O Comitê de Política Monetária do Banco Central iniciou nesta terça-feira, 4 de agosto, a reunião que definirá o novo patamar da taxa básica de juros, a Selic. A decisão será acompanhada por consumidores, empresas, investidores e governos.
Atualmente, a Selic está em 14,25% ao ano, o menor nível registrado em 2026, após três reduções consecutivas de 0,25 ponto percentual nas reuniões de março, abril e junho. A taxa é a principal referência para o custo do crédito no país.
A reunião ocorre em um momento de melhora nas expectativas para a inflação, mas ainda com projeções acima do teto da meta.
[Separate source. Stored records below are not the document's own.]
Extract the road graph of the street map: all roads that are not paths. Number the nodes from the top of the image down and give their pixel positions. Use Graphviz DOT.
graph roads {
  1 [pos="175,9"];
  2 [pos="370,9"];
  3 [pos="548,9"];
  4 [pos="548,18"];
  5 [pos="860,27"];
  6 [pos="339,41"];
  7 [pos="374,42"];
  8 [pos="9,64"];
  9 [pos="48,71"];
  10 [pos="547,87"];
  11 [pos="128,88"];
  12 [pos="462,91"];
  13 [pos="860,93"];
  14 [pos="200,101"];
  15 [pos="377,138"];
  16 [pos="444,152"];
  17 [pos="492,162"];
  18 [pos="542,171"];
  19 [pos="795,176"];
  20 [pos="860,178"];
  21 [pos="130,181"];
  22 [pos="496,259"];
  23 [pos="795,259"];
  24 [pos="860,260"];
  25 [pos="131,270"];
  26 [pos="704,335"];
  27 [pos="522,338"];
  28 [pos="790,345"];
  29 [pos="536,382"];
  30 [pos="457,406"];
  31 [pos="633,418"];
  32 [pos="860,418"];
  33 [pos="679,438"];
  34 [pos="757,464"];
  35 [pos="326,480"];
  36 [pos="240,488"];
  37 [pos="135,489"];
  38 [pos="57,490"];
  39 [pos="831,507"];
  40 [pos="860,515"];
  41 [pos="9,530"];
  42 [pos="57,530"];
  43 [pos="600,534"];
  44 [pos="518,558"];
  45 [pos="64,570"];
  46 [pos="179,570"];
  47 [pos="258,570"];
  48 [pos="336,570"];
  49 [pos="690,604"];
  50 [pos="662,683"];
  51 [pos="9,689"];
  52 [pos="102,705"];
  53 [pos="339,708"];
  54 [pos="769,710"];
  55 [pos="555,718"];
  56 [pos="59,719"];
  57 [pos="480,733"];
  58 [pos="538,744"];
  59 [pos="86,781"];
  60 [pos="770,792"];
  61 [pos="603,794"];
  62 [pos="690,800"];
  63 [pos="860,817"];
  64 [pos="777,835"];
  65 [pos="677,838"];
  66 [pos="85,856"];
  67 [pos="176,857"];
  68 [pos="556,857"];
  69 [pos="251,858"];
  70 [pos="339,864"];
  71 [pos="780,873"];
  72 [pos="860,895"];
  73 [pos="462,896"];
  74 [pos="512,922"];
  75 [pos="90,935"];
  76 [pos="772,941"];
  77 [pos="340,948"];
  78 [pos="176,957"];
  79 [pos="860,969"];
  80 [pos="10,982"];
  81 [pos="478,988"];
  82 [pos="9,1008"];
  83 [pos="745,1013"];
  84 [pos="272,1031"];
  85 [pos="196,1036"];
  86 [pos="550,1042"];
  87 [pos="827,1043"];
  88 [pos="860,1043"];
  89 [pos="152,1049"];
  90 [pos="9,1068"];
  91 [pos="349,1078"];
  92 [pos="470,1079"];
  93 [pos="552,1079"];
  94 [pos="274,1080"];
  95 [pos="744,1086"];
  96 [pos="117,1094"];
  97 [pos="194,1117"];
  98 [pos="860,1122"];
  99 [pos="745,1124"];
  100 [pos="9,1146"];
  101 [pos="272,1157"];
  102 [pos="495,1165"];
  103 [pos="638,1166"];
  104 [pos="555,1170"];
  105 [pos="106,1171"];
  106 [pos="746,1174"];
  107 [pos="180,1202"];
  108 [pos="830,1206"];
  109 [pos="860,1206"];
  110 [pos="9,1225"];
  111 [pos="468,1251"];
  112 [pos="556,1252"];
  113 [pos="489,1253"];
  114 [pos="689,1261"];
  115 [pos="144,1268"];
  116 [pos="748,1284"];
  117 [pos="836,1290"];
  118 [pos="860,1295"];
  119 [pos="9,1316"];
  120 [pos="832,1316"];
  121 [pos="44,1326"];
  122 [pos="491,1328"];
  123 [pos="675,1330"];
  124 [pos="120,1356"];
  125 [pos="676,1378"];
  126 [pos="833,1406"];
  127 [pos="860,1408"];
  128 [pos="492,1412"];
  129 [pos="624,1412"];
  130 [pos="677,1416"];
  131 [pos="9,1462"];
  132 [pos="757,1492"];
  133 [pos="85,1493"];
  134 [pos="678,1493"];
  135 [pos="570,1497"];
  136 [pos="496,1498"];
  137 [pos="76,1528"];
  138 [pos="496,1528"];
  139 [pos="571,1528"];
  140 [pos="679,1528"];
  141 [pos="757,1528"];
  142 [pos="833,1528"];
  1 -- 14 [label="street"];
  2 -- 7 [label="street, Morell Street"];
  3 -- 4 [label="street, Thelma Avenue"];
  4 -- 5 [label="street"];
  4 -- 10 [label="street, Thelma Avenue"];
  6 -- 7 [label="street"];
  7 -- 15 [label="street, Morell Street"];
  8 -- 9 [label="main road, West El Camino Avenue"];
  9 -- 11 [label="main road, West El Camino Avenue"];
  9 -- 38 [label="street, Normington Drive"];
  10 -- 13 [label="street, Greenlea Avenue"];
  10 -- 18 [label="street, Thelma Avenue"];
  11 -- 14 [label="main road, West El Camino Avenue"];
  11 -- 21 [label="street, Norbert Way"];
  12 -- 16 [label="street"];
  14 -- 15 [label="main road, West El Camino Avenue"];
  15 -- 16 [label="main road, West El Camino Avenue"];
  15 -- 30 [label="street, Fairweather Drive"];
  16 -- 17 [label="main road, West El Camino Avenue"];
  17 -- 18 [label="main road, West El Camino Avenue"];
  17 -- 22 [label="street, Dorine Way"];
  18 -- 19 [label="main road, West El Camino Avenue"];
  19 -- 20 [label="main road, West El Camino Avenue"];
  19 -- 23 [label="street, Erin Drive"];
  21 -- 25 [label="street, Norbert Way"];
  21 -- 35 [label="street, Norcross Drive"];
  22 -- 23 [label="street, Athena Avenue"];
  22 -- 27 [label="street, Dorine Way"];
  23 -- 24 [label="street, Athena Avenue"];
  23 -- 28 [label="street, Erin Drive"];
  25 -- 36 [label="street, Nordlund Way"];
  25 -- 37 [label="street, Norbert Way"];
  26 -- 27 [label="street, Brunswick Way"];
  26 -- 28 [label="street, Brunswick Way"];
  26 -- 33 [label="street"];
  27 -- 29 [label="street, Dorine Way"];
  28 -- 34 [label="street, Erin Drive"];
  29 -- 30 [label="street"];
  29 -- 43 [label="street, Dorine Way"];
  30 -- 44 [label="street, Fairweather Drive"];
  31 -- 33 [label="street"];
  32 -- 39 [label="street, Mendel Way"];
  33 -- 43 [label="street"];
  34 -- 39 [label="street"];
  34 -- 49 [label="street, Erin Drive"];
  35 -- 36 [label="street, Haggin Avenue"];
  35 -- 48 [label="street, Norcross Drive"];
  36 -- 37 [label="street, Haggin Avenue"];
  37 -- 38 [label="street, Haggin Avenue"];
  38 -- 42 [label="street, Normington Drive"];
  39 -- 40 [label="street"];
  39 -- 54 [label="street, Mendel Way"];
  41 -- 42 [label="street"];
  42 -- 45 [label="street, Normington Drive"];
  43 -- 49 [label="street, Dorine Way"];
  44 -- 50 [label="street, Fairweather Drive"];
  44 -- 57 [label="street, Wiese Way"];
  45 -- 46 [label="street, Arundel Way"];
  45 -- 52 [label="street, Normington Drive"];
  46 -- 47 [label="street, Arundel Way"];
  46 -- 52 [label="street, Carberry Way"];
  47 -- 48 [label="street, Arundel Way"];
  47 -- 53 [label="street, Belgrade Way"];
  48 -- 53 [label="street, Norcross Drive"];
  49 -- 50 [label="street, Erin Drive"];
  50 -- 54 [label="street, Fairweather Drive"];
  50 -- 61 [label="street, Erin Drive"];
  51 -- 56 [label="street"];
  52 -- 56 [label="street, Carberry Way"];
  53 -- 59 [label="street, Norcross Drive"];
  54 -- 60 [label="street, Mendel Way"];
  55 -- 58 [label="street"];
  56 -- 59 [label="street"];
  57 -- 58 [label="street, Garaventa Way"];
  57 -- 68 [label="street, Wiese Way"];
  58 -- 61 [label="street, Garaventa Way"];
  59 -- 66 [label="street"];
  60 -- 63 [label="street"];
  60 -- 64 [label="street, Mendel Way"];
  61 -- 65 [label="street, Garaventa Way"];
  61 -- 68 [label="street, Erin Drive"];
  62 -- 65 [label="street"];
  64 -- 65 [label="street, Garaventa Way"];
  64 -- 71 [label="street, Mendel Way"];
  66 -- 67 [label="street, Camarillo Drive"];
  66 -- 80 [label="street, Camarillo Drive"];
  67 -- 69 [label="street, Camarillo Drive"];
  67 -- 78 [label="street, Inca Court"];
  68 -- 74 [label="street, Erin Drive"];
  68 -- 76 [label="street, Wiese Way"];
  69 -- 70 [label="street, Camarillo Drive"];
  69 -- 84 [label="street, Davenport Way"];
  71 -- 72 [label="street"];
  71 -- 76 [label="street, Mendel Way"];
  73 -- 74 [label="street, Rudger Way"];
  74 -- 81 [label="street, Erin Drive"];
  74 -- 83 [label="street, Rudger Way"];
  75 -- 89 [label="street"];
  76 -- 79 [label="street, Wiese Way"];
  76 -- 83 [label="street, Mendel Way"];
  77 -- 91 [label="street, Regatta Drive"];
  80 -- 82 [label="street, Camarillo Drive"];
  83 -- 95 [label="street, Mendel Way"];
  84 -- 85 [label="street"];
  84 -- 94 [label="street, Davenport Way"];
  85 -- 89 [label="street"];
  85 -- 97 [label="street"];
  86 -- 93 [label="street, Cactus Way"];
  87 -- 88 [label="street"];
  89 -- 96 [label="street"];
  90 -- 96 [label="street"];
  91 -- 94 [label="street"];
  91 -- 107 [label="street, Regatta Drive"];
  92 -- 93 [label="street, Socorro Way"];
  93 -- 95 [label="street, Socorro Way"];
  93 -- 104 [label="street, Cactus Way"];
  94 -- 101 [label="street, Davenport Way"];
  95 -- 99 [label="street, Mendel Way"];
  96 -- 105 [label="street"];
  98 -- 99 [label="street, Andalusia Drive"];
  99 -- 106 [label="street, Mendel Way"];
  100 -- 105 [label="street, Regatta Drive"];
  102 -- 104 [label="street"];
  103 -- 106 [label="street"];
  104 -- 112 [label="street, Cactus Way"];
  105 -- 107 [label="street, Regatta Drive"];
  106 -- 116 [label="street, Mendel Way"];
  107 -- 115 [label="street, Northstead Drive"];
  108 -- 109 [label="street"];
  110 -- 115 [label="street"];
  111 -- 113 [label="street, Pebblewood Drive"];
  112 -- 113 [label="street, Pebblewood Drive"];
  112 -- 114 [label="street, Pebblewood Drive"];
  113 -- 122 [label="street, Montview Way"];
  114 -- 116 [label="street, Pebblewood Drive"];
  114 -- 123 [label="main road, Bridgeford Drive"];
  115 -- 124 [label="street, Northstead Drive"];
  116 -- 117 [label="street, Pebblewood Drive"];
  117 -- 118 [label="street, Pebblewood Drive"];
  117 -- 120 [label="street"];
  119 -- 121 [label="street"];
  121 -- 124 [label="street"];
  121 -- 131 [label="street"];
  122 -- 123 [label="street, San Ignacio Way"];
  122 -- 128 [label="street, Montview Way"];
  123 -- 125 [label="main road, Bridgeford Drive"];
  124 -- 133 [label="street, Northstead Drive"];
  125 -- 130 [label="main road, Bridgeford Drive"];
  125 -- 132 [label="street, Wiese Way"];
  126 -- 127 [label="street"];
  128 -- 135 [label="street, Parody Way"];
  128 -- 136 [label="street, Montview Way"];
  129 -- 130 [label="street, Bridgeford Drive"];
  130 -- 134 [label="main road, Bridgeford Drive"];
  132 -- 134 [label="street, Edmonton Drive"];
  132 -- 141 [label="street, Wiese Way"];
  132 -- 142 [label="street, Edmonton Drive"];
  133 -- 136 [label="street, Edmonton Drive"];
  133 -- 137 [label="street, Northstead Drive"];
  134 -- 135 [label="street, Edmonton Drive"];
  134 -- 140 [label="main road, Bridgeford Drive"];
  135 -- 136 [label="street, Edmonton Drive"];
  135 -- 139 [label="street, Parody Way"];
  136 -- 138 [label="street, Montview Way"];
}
O Boletim Focus mais recente reduziu a estimativa do IPCA de 2026 pela quinta semana seguida, mas a previsão continua acima de 4,5%.
Impacto no bolso
Quando a Selic fica alta, empréstimos, financiamentos e parcelamentos tendem a custar mais. Em contrapartida, aplicações de renda fixa podem se tornar mais atraentes, e o Banco Central busca conter pressões de consumo sobre os preços.
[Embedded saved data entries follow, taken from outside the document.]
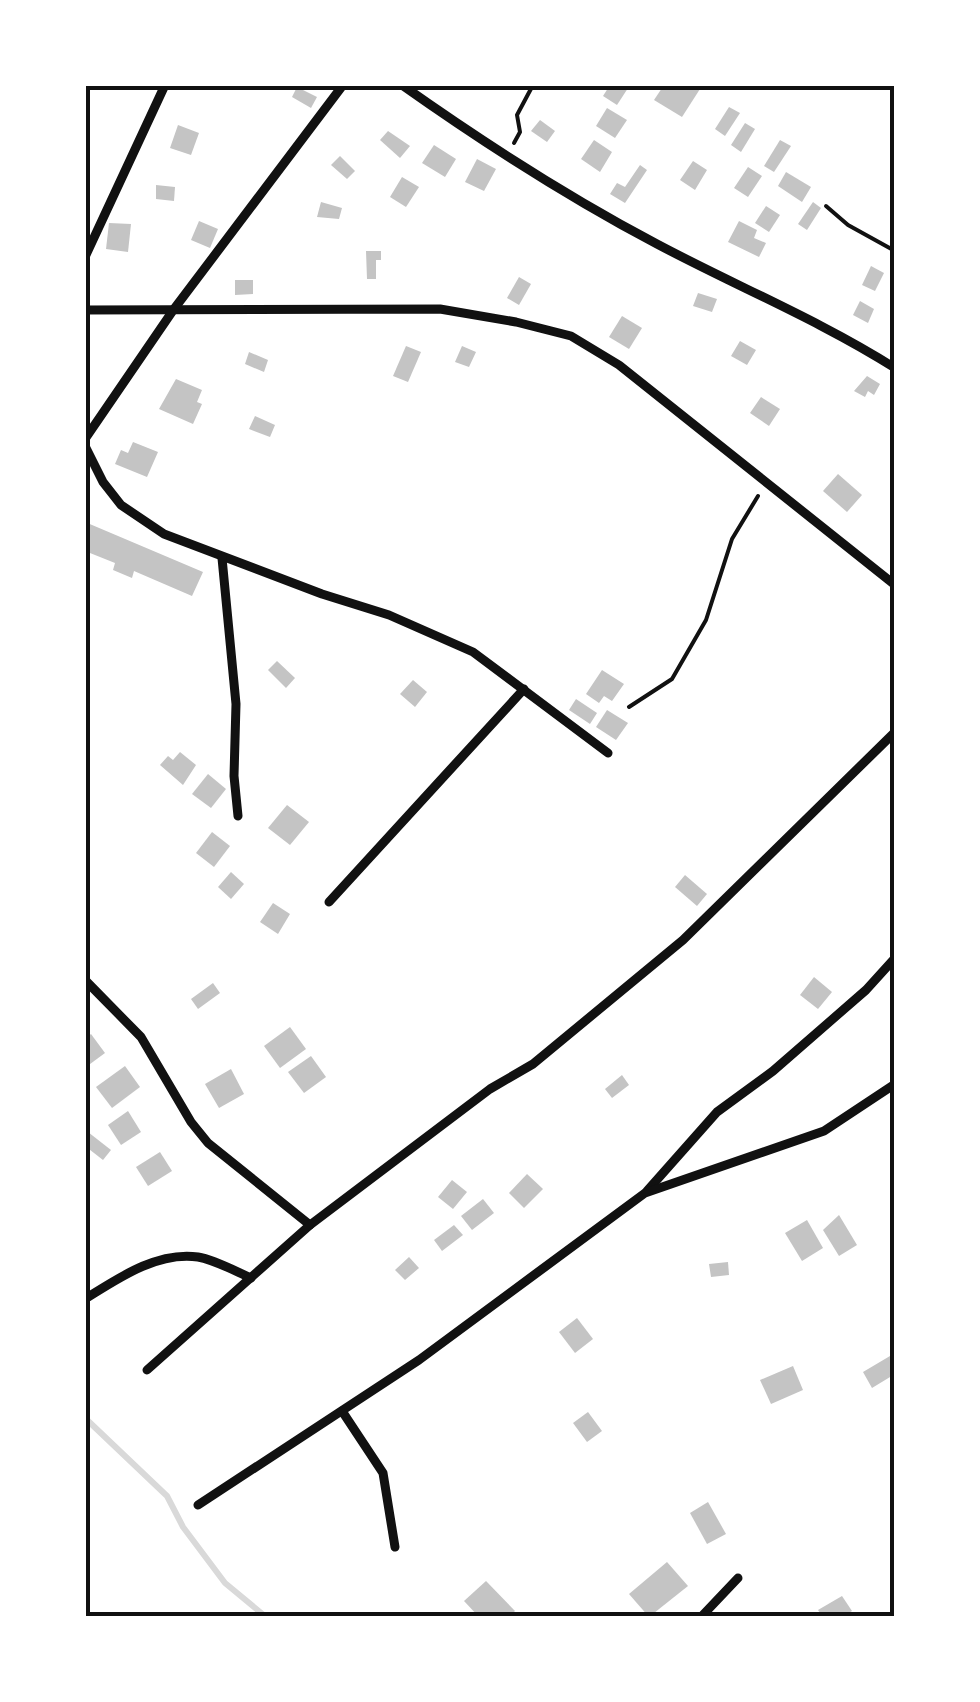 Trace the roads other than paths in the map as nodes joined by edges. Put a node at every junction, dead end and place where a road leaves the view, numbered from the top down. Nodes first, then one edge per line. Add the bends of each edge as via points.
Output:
1 (165, 85) edge
2 (343, 85) edge
3 (402, 85) edge
4 (85, 256) edge
5 (174, 308) junction
6 (85, 310) edge
7 (895, 368) edge
8 (85, 442) edge
9 (222, 558) junction
10 (895, 585) edge
11 (524, 689) junction
12 (895, 732) edge
13 (608, 752) dead end
14 (238, 816) dead end
15 (329, 902) dead end
16 (895, 958) edge
17 (85, 980) edge
18 (895, 1084) edge
19 (645, 1193) junction
20 (310, 1225) junction
21 (251, 1278) junction
22 (85, 1298) edge
23 (148, 1370) dead end
24 (342, 1411) junction
25 (198, 1505) dead end
26 (395, 1548) dead end
27 (738, 1578) dead end
28 (701, 1617) edge

1 - 4 street
2 - 5 street
3 - 7 street via 657,244
5 - 6 street
5 - 8 street
5 - 10 street via 440,309 571,336 618,365
8 - 9 street via 120,505 164,534
9 - 11 street via 426,629
9 - 14 street
11 - 13 street
11 - 15 street
12 - 20 street via 683,940 532,1064
16 - 19 street via 773,1071 718,1112
17 - 20 street via 141,1036 208,1144
18 - 19 street via 824,1131
19 - 24 street
20 - 21 street
21 - 22 street via 197,1257 141,1265
21 - 23 street
24 - 25 street
24 - 26 street via 382,1473
27 - 28 street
Uma eventual redução ajuda a aliviar o crédito, mas depende da avaliação sobre inflação, câmbio, atividade econômica e cenário internacional. Por isso, o comunicado do Copom costuma ser tão importante quanto a decisão em si.
Para famílias e empresas do interior, a taxa influencia capital de giro, compras financiadas, renegociação de dívidas e investimentos. A nova decisão deve orientar expectativas para o segundo semestre.